Records shown:
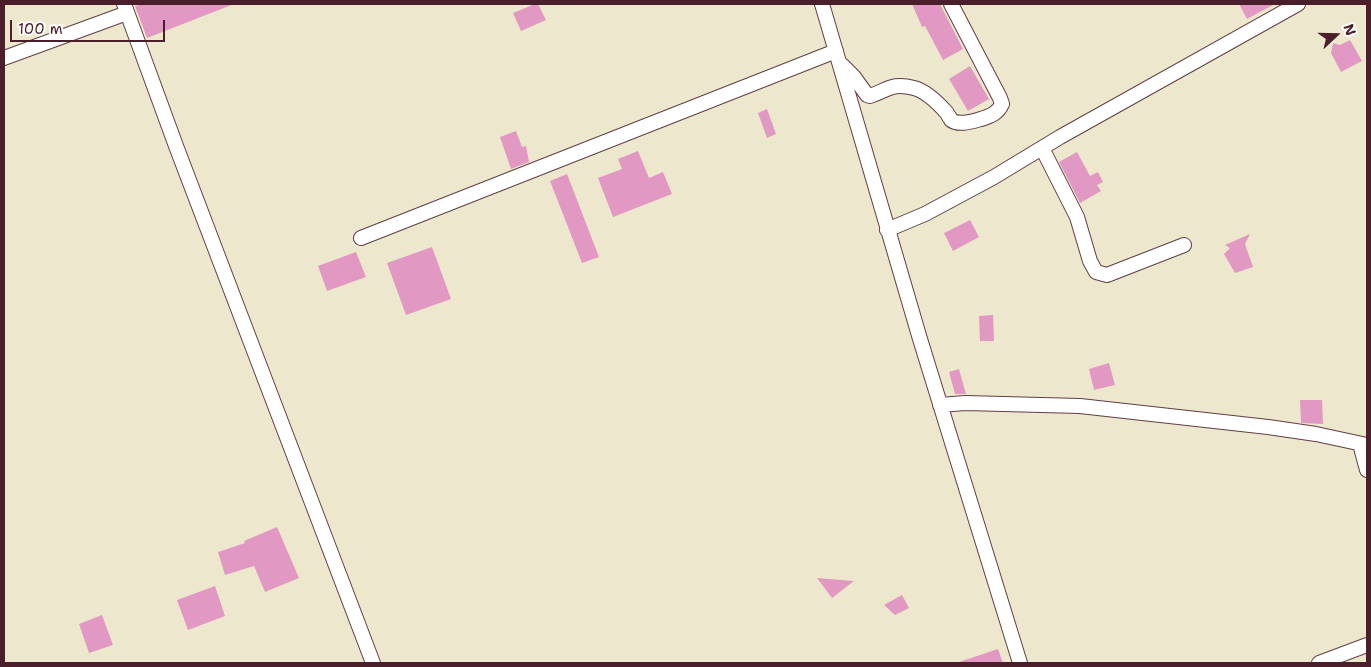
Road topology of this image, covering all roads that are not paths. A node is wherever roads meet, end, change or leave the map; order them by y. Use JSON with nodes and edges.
{"nodes":[{"id":1,"x":822,"y":4,"type":"edge"},
{"id":2,"x":951,"y":4,"type":"edge"},
{"id":3,"x":1298,"y":4,"type":"edge"},
{"id":4,"x":126,"y":8,"type":"edge"},
{"id":5,"x":1277,"y":9,"type":"edge"},
{"id":6,"x":839,"y":57,"type":"junction"},
{"id":7,"x":4,"y":58,"type":"edge"},
{"id":8,"x":1042,"y":148,"type":"junction"},
{"id":9,"x":887,"y":230,"type":"junction"},
{"id":10,"x":361,"y":238,"type":"dead end"},
{"id":11,"x":1184,"y":245,"type":"dead end"},
{"id":12,"x":940,"y":404,"type":"junction"},
{"id":13,"x":1364,"y":445,"type":"edge"},
{"id":14,"x":1367,"y":470,"type":"edge"},
{"id":15,"x":1367,"y":645,"type":"edge"},
{"id":16,"x":373,"y":663,"type":"edge"},
{"id":17,"x":1020,"y":663,"type":"edge"},
{"id":18,"x":1319,"y":663,"type":"edge"}],
"edges":[{"from":1,"to":6,"type":"street"},
{"from":2,"to":6,"type":"street"},
{"from":3,"to":5,"type":"street"},
{"from":4,"to":7,"type":"street"},
{"from":4,"to":16,"type":"street"},
{"from":5,"to":8,"type":"street"},
{"from":6,"to":9,"type":"street"},
{"from":6,"to":10,"type":"street"},
{"from":8,"to":9,"type":"street"},
{"from":8,"to":11,"type":"street"},
{"from":9,"to":12,"type":"street"},
{"from":12,"to":13,"type":"street"},
{"from":12,"to":17,"type":"street"},
{"from":13,"to":14,"type":"street"},
{"from":15,"to":18,"type":"street"}]}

Problem: State only how many lines in the material include "junction".

Your solution: 4